In a sheer contrast to dhrupad’s power-packed meend-gamak the delicate fine embellishments, accompanied by purab anga gayaki’s nuances were showcased by thumri exponent Malini Awasthi. Her Najuk baiyan kyun marori (Khamaj thumri, jat) came with beautiful bol-banav. The laggi, ably supported by Dharmanath Mishra (harmonium), Ramkumar Mishra (tabla) and Murad Ali’s emotive sarangi, had too many words for comfort and as such could not produce a crispy effect. Her kafi-pilu set to addha arrived with superbly emoted lyrics. She paid tributes to Ustad Rahat Ali, one of her learned gurus, through a Pahadi dadra with an unmistakable Punjabi (Patiala) flavour. Jadua daar gayi, a lively Tona-dadra (Kirwani) was the penultimate item of her enthralling recital and she concluded with Deewana kiye Shyam. This is her Guru Girija Devi’s oft-sung number but Awasthi interpreted it in her own way, and that was her success.
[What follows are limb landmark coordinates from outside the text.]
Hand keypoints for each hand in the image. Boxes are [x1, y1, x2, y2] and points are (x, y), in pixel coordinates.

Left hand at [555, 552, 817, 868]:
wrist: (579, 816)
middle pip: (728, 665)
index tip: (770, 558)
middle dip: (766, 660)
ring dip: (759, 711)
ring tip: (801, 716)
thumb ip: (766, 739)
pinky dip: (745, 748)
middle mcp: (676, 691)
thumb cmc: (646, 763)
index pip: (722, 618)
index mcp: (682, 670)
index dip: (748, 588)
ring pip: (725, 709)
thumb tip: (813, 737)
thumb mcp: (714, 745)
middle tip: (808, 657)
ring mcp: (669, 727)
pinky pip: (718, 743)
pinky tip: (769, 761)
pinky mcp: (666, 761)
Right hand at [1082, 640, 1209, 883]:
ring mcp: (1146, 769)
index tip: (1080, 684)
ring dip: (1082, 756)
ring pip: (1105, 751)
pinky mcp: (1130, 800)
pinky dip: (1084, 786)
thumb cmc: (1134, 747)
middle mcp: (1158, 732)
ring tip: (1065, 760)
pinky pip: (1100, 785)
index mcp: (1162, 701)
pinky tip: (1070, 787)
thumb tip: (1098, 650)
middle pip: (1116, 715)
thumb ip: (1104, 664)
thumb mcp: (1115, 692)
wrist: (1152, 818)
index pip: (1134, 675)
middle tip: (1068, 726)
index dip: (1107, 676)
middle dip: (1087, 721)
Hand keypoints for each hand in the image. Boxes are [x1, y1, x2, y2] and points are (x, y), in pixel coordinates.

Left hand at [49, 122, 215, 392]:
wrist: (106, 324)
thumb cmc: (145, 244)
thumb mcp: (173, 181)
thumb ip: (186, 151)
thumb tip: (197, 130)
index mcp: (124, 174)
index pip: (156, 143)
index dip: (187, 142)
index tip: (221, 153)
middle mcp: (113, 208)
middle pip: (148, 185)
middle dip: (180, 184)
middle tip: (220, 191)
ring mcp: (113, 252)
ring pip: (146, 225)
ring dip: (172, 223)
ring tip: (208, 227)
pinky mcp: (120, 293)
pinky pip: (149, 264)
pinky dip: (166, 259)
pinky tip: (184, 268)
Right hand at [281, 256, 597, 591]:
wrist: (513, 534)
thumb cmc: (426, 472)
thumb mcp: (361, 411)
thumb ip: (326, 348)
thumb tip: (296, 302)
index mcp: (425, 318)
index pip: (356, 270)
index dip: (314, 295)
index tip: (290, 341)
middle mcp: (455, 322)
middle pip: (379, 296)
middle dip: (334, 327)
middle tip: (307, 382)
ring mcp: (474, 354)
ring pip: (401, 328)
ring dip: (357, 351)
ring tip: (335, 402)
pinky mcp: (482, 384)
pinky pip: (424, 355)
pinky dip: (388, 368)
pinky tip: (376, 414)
Young santoor maestro Abhay Rustam Sopori, supported by Mithilesh Jha (tabla) and Rishi Upadhyay (pakhawaj), chose to delineate a self-realised nirmalkauns. Despite being close to madhukauns and harikauns, the raga stood apart with its unique combination of gandhar and nishad. The beautiful gat-bandish (Jai-jai Nirmal Janani), composed by Abhay’s erudite father-guru, was set to ten and a half beats. Later at faster pace it switched on to ektal. As is his style, the young torchbearer of the Sopori Baaj, sang and played with élan and brought out the intrinsic devotional flavour of the raga while an emphasis on the skill-play gave it a thrilling character.
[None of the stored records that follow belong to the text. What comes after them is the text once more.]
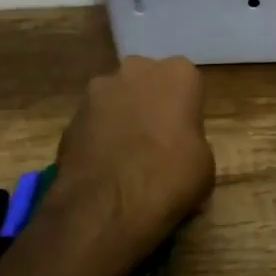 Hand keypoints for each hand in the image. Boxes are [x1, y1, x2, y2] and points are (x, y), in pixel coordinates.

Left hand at [47, 56, 215, 275]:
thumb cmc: (170, 177)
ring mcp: (97, 91)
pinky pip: (93, 123)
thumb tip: (178, 148)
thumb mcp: (205, 163)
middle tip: (157, 141)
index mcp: (177, 74)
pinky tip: (104, 167)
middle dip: (150, 104)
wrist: (109, 205)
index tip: (185, 134)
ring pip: (116, 99)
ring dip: (122, 118)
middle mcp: (135, 70)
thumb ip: (192, 140)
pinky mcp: (71, 117)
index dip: (186, 109)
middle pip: (147, 82)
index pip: (187, 83)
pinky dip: (99, 138)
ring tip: (126, 157) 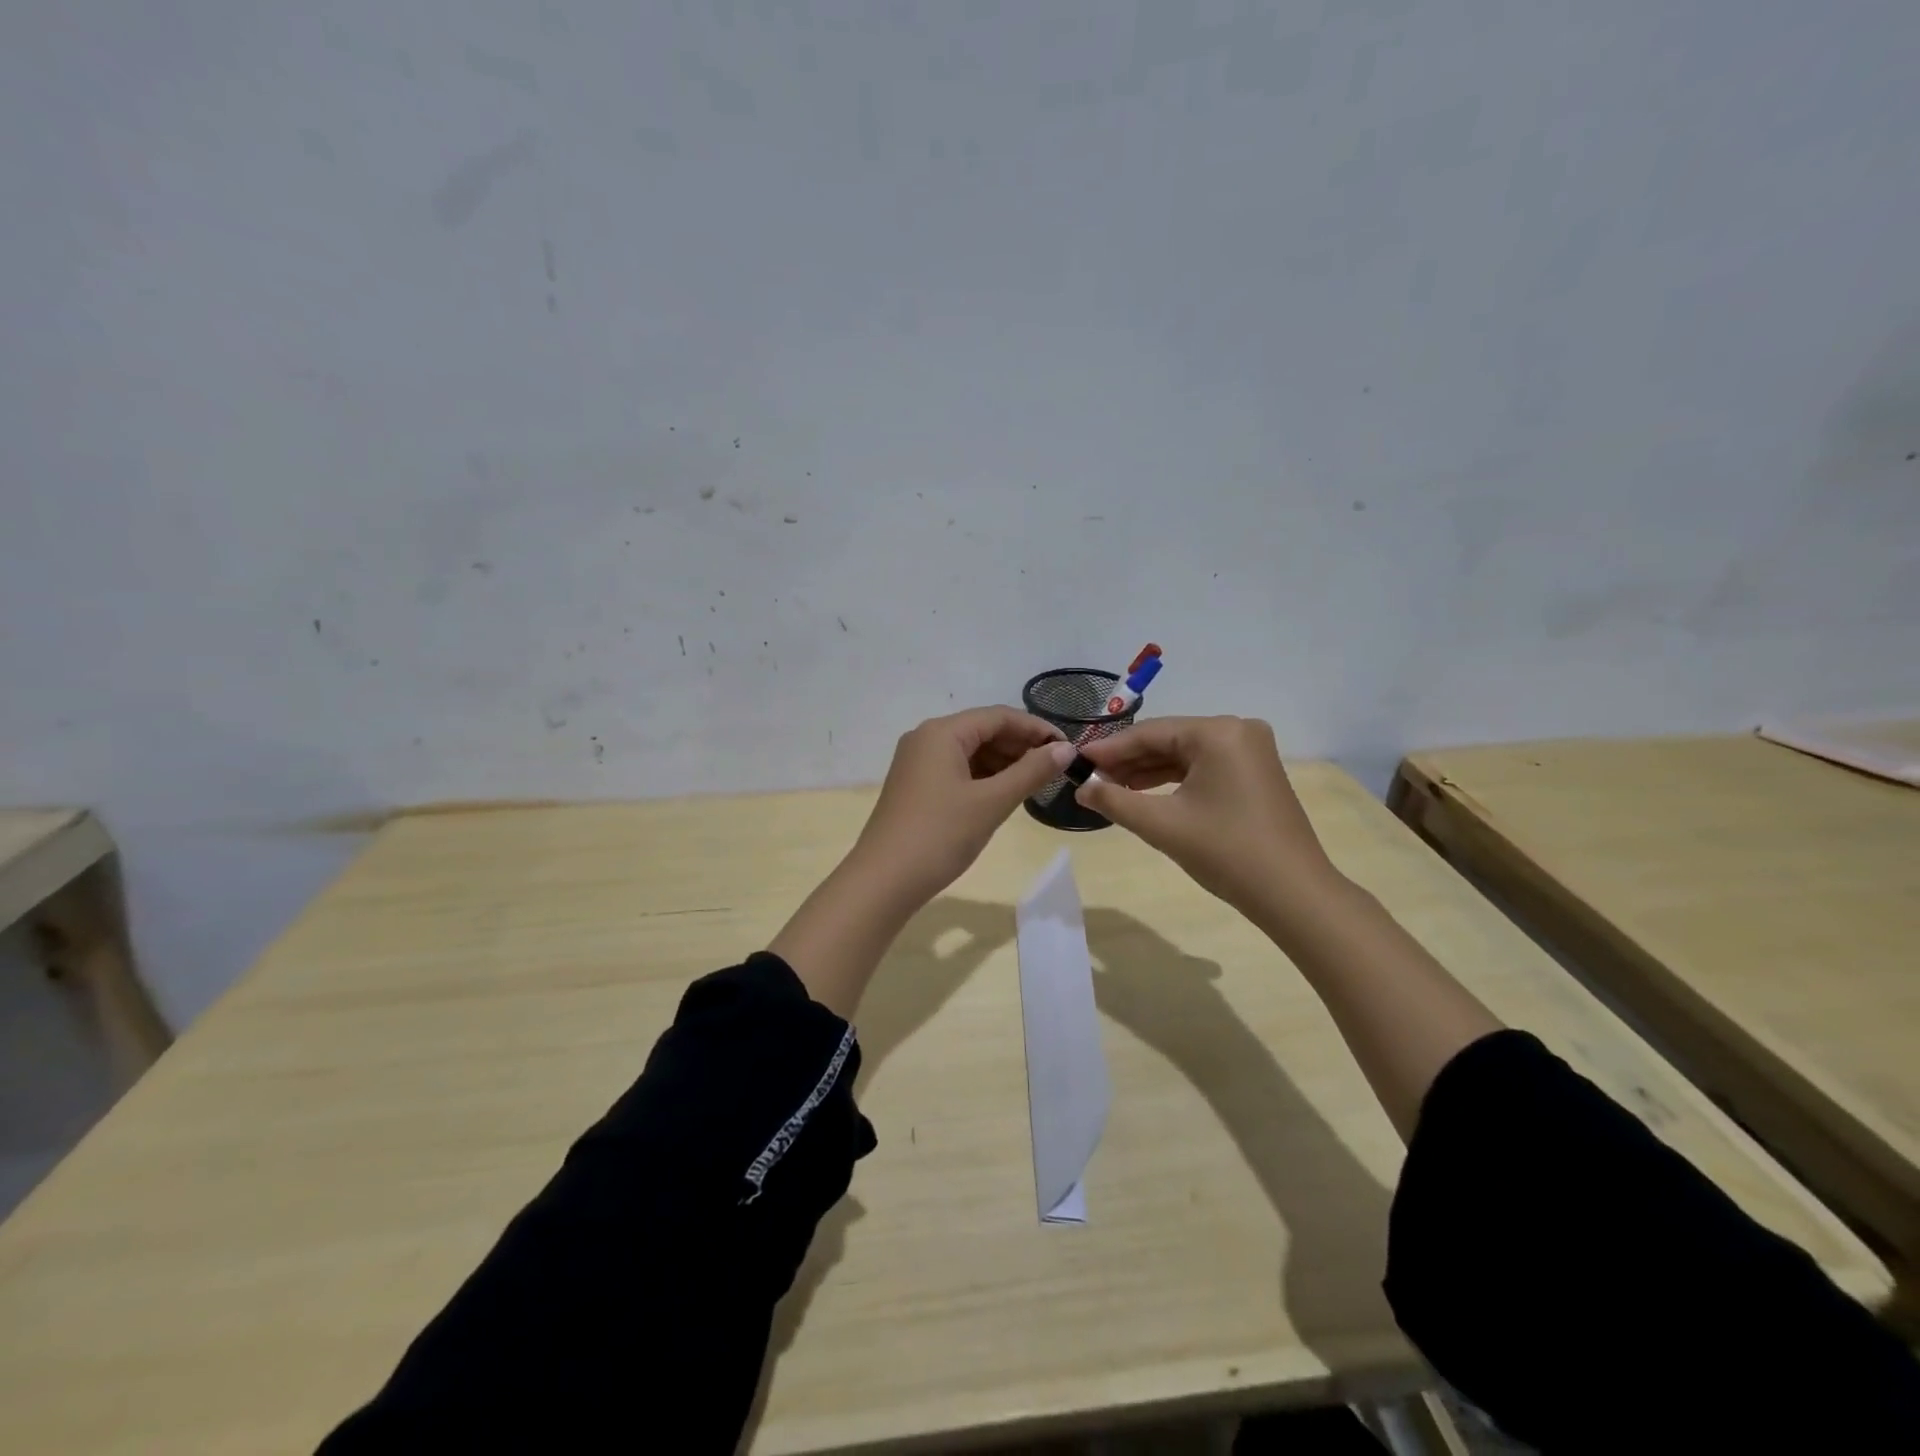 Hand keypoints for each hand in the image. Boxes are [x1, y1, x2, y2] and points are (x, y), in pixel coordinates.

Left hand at [850, 706, 1074, 906]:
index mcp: (942, 732)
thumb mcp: (992, 802)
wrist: (883, 881)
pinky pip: (957, 769)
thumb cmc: (940, 835)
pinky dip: (984, 777)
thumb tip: (1065, 749)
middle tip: (1056, 768)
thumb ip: (1031, 772)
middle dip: (1020, 745)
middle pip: (983, 730)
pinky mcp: (916, 786)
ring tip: (1036, 782)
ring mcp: (917, 763)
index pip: (998, 716)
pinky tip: (1005, 793)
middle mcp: (926, 738)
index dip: (1036, 729)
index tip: (1068, 749)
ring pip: (971, 751)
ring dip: (1004, 762)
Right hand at [1075, 716, 1340, 931]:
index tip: (1076, 760)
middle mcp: (1237, 730)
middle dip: (1128, 761)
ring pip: (1185, 754)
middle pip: (1168, 740)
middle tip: (1090, 778)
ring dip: (1148, 771)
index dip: (1110, 748)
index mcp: (1218, 732)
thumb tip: (1081, 788)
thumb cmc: (1226, 852)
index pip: (1150, 733)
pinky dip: (1173, 780)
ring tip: (1109, 788)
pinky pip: (1203, 767)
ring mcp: (1250, 751)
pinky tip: (1144, 794)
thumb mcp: (1162, 825)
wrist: (1293, 894)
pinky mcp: (1255, 772)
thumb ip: (1115, 800)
A bulls-eye aim was the most thrilling charm of kathak maestro Rajendra Gangani’s recital as the grand finale of the three-day extravaganza. It was amazing to note how he used each part of his sole for different effects with equal dynamism and how accurately he hit each of the sam (first beat of the rhythmic cycle) after a complex piece! His forceful, masculine movements were supported by equally inspired tabla of Fateh Singh Gangani and pakhawaj of young Rishi Upadhyay. Gangani’s presentation was essentially based on pure dance in teental; and, for a brief abhinaya, he chose a beautiful bhajan, Pawan mand sugandh. Composed by Pandit Madhup Mudgal, this was set to rupak.
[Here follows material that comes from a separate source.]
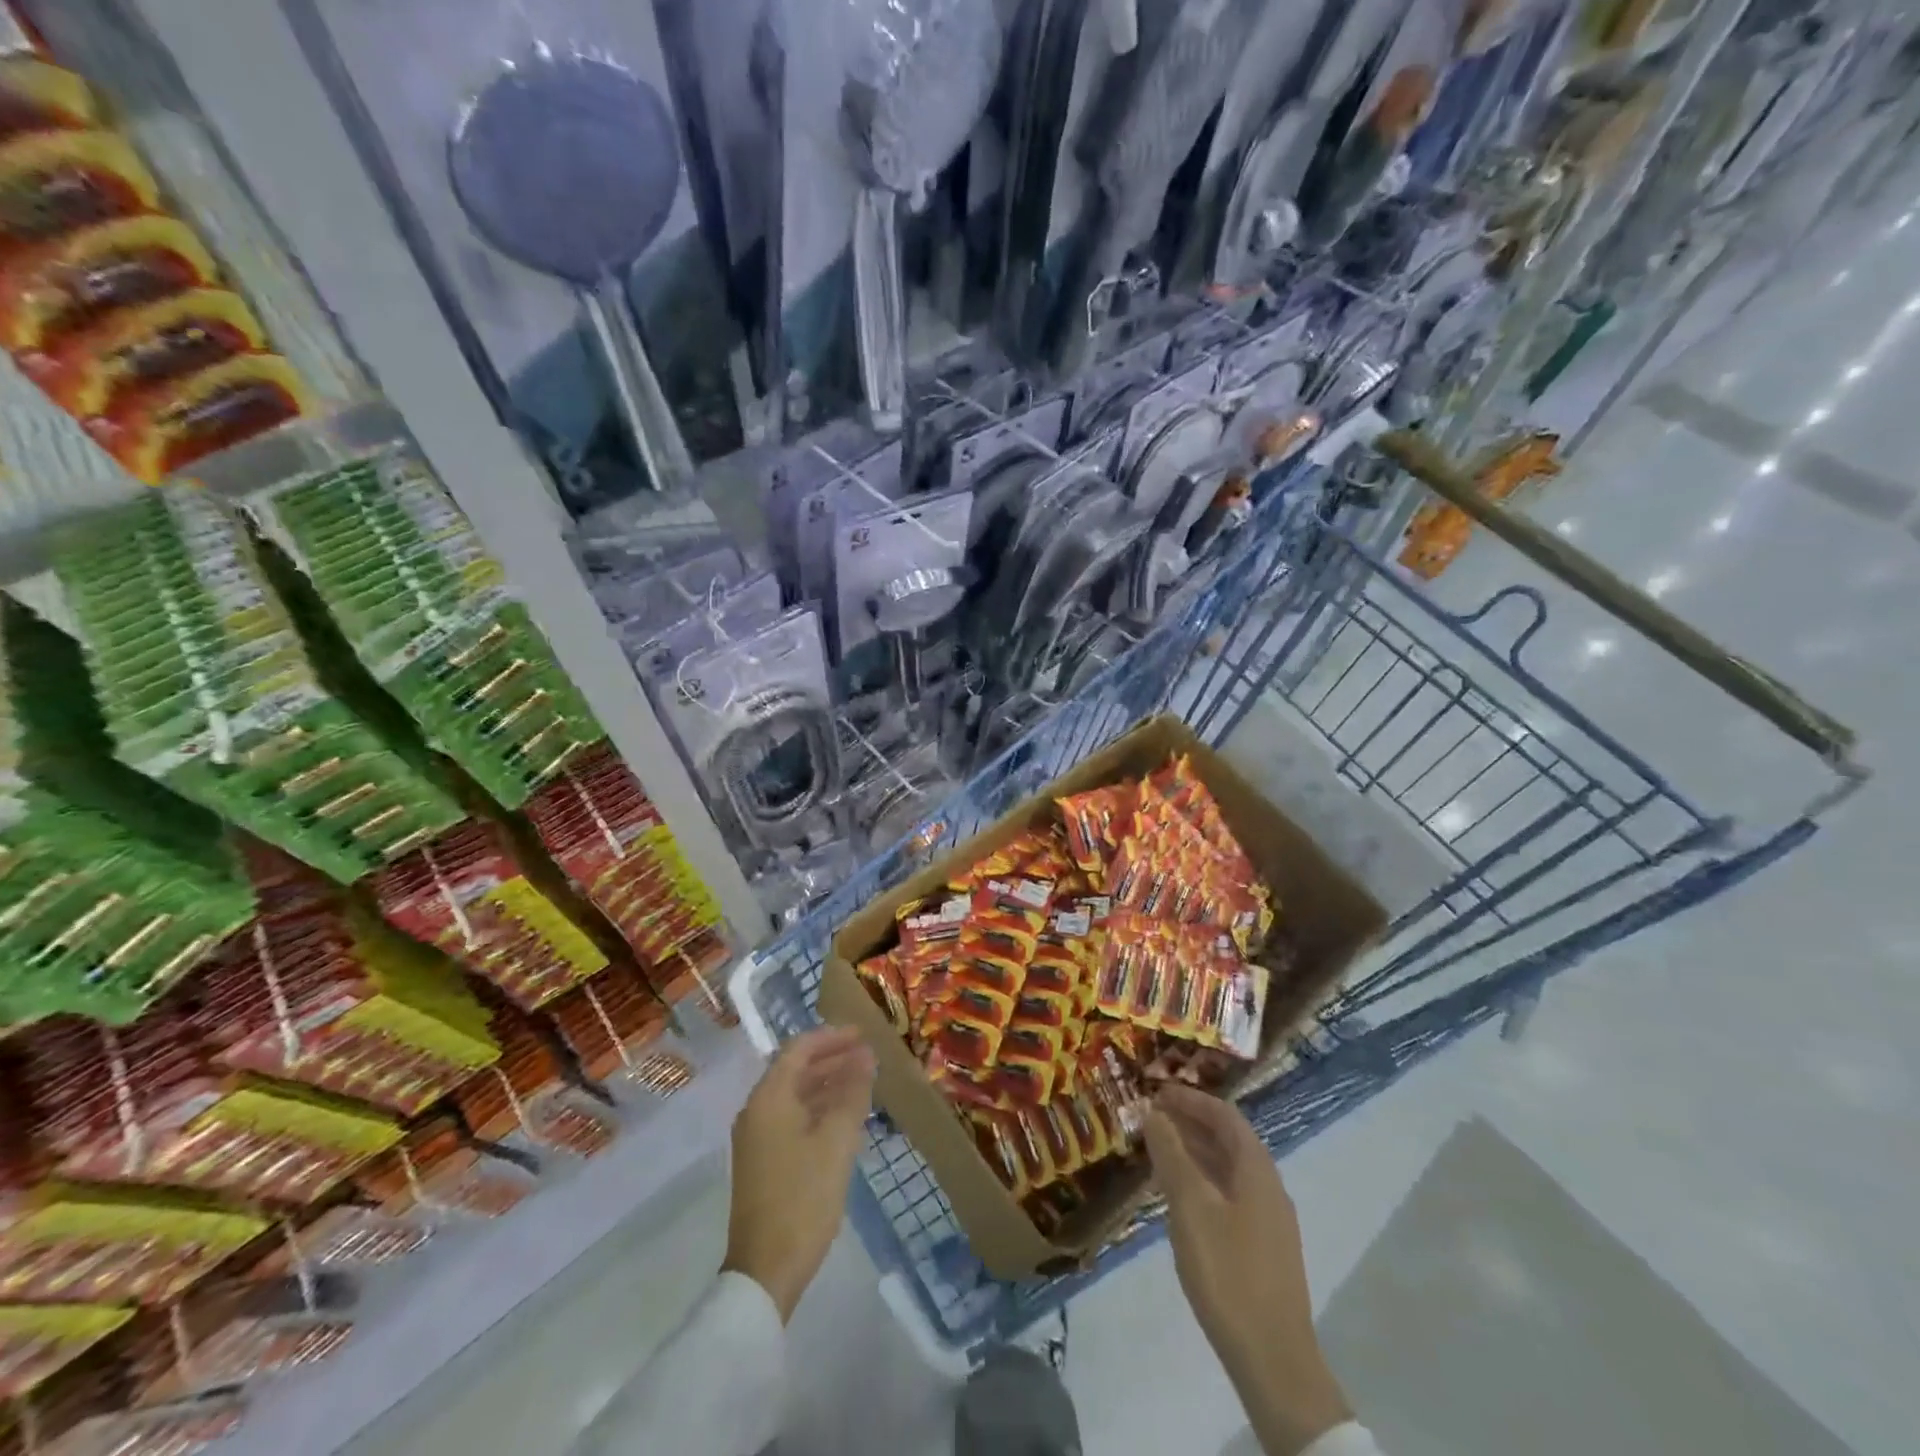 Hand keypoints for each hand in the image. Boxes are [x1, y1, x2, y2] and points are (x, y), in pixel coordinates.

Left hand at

SaMaPa has succeeded in creating a new generation of connoisseurs that recognise the contribution of individuals for their tireless efforts in propagating and keeping the traditional folk and classical culture alive.The award ceremony preceding the musicals on the second evening proved this point when Baba Yogendra and Shobha Kosar (heads of cultural institutions dedicated to promotion and propagation of Indian art and culture), Venkatesh Kumar (vocal), Kamal Sabri (sarangi), and this reporter (music appreciation and musicology) were warmly felicitated. The third evening commenced with the warm felicitation of Abdul Rashid Hafiz and Gulzar Ahmad Ganaie who have contributed a lot as Kashmir’s folk singers.
For a Cause
Rotary International district 3291 and district Governor Shyamashree Sen rganised a programme called Sangbardhan to commemorate Unesco’s World Heritage Day celebrations recently at the heritage site of Marble Palace in Kolkata in the presence of rotarians, consular representatives, members of Intach and other NGOs. A few of Bengal’s oldest families (the 800-year-old Mitra family, Cossimbazar Maharaja family, Mahishadal rajbari members, Dugar family of Murshidabad) were honoured on this occasion.
Its grand finale was a musical presentation on santoor by Pandit Tarun Bhattacharya. To suit the occasion his choice was a medley of three Tagorean songs (Boro Asha kore Esechi, Pran Chaye Chokkhu Na Chaye and Bhenge Mor Ghorer Chabi) to begin his concert as a tribute to the heritage buildings of Kolkata. From the medley he went straight to jhala in the seasonal raga hemant. At high speed the saath sangaat and saawal jawaab with Prosenjit Poddar on the tabla was thrilling and ended with a chakradhar tehai.